Extracted entries:
※ ※ ※

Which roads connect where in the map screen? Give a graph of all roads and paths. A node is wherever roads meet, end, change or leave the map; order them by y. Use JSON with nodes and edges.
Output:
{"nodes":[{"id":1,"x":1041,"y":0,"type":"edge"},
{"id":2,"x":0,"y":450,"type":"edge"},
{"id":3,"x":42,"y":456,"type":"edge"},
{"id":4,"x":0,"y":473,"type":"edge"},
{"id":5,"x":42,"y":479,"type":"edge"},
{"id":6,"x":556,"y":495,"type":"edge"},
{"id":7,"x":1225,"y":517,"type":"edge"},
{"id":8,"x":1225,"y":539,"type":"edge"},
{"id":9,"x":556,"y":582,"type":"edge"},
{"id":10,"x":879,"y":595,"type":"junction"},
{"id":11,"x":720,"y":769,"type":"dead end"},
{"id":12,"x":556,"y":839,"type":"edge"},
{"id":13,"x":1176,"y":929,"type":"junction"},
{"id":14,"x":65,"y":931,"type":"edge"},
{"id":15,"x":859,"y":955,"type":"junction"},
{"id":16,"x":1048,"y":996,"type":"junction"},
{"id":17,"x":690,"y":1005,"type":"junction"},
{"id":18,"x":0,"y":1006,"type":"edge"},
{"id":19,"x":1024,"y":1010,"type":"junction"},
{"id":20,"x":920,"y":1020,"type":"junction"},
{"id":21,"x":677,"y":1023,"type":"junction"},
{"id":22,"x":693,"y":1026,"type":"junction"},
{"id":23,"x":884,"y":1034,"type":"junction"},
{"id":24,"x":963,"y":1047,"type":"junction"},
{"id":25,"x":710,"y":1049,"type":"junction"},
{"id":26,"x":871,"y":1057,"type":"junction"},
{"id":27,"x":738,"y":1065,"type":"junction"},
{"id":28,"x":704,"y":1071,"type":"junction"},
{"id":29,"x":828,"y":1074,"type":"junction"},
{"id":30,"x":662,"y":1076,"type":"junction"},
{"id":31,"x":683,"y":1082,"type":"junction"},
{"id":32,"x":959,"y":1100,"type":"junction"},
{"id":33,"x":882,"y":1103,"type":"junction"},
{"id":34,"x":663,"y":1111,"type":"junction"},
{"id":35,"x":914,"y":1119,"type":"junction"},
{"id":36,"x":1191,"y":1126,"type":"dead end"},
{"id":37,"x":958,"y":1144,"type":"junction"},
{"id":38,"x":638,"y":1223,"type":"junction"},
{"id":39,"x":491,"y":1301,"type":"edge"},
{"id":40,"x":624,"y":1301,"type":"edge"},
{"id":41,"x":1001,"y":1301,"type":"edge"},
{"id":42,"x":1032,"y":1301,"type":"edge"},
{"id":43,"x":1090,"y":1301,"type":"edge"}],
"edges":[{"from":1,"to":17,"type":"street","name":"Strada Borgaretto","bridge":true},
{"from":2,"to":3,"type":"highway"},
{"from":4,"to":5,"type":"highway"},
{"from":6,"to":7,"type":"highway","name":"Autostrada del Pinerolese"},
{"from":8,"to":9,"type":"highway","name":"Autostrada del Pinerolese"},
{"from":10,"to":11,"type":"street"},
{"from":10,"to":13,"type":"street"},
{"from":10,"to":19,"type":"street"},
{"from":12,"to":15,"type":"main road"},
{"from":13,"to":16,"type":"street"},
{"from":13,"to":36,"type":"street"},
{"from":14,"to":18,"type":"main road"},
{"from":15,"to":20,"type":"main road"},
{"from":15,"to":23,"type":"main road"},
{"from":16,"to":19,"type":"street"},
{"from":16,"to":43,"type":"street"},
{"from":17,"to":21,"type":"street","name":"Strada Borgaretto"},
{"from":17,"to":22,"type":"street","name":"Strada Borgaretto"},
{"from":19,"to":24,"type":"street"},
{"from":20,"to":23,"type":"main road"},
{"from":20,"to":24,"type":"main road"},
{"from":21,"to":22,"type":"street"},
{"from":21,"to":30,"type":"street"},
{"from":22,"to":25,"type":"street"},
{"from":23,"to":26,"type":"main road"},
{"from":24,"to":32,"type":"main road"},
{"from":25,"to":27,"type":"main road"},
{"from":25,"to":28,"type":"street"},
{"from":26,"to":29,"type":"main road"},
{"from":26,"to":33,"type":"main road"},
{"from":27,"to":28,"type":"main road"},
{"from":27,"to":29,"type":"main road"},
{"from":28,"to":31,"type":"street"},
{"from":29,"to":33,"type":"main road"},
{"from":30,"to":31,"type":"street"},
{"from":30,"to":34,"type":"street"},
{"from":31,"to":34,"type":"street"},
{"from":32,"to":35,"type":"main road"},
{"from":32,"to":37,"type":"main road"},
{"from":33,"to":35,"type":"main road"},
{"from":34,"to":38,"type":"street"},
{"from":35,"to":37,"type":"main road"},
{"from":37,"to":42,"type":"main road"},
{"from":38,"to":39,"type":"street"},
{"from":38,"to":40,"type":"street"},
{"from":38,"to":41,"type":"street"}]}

※ ※ ※

Exercise aim:
Reproduce the material exactly, with every line intact.

Exercise response:
Which roads connect where in the map screen? Give a graph of all roads and paths. A node is wherever roads meet, end, change or leave the map; order them by y. Use JSON with nodes and edges.
Output:
{"nodes":[{"id":1,"x":1041,"y":0,"type":"edge"},
{"id":2,"x":0,"y":450,"type":"edge"},
{"id":3,"x":42,"y":456,"type":"edge"},
{"id":4,"x":0,"y":473,"type":"edge"},
{"id":5,"x":42,"y":479,"type":"edge"},
{"id":6,"x":556,"y":495,"type":"edge"},
{"id":7,"x":1225,"y":517,"type":"edge"},
{"id":8,"x":1225,"y":539,"type":"edge"},
{"id":9,"x":556,"y":582,"type":"edge"},
{"id":10,"x":879,"y":595,"type":"junction"},
{"id":11,"x":720,"y":769,"type":"dead end"},
{"id":12,"x":556,"y":839,"type":"edge"},
{"id":13,"x":1176,"y":929,"type":"junction"},
{"id":14,"x":65,"y":931,"type":"edge"},
{"id":15,"x":859,"y":955,"type":"junction"},
{"id":16,"x":1048,"y":996,"type":"junction"},
{"id":17,"x":690,"y":1005,"type":"junction"},
{"id":18,"x":0,"y":1006,"type":"edge"},
{"id":19,"x":1024,"y":1010,"type":"junction"},
{"id":20,"x":920,"y":1020,"type":"junction"},
{"id":21,"x":677,"y":1023,"type":"junction"},
{"id":22,"x":693,"y":1026,"type":"junction"},
{"id":23,"x":884,"y":1034,"type":"junction"},
{"id":24,"x":963,"y":1047,"type":"junction"},
{"id":25,"x":710,"y":1049,"type":"junction"},
{"id":26,"x":871,"y":1057,"type":"junction"},
{"id":27,"x":738,"y":1065,"type":"junction"},
{"id":28,"x":704,"y":1071,"type":"junction"},
{"id":29,"x":828,"y":1074,"type":"junction"},
{"id":30,"x":662,"y":1076,"type":"junction"},
{"id":31,"x":683,"y":1082,"type":"junction"},
{"id":32,"x":959,"y":1100,"type":"junction"},
{"id":33,"x":882,"y":1103,"type":"junction"},
{"id":34,"x":663,"y":1111,"type":"junction"},
{"id":35,"x":914,"y":1119,"type":"junction"},
{"id":36,"x":1191,"y":1126,"type":"dead end"},
{"id":37,"x":958,"y":1144,"type":"junction"},
{"id":38,"x":638,"y":1223,"type":"junction"},
{"id":39,"x":491,"y":1301,"type":"edge"},
{"id":40,"x":624,"y":1301,"type":"edge"},
{"id":41,"x":1001,"y":1301,"type":"edge"},
{"id":42,"x":1032,"y":1301,"type":"edge"},
{"id":43,"x":1090,"y":1301,"type":"edge"}],
"edges":[{"from":1,"to":17,"type":"street","name":"Strada Borgaretto","bridge":true},
{"from":2,"to":3,"type":"highway"},
{"from":4,"to":5,"type":"highway"},
{"from":6,"to":7,"type":"highway","name":"Autostrada del Pinerolese"},
{"from":8,"to":9,"type":"highway","name":"Autostrada del Pinerolese"},
{"from":10,"to":11,"type":"street"},
{"from":10,"to":13,"type":"street"},
{"from":10,"to":19,"type":"street"},
{"from":12,"to":15,"type":"main road"},
{"from":13,"to":16,"type":"street"},
{"from":13,"to":36,"type":"street"},
{"from":14,"to":18,"type":"main road"},
{"from":15,"to":20,"type":"main road"},
{"from":15,"to":23,"type":"main road"},
{"from":16,"to":19,"type":"street"},
{"from":16,"to":43,"type":"street"},
{"from":17,"to":21,"type":"street","name":"Strada Borgaretto"},
{"from":17,"to":22,"type":"street","name":"Strada Borgaretto"},
{"from":19,"to":24,"type":"street"},
{"from":20,"to":23,"type":"main road"},
{"from":20,"to":24,"type":"main road"},
{"from":21,"to":22,"type":"street"},
{"from":21,"to":30,"type":"street"},
{"from":22,"to":25,"type":"street"},
{"from":23,"to":26,"type":"main road"},
{"from":24,"to":32,"type":"main road"},
{"from":25,"to":27,"type":"main road"},
{"from":25,"to":28,"type":"street"},
{"from":26,"to":29,"type":"main road"},
{"from":26,"to":33,"type":"main road"},
{"from":27,"to":28,"type":"main road"},
{"from":27,"to":29,"type":"main road"},
{"from":28,"to":31,"type":"street"},
{"from":29,"to":33,"type":"main road"},
{"from":30,"to":31,"type":"street"},
{"from":30,"to":34,"type":"street"},
{"from":31,"to":34,"type":"street"},
{"from":32,"to":35,"type":"main road"},
{"from":32,"to":37,"type":"main road"},
{"from":33,"to":35,"type":"main road"},
{"from":34,"to":38,"type":"street"},
{"from":35,"to":37,"type":"main road"},
{"from":37,"to":42,"type":"main road"},
{"from":38,"to":39,"type":"street"},
{"from":38,"to":40,"type":"street"},
{"from":38,"to":41,"type":"street"}]}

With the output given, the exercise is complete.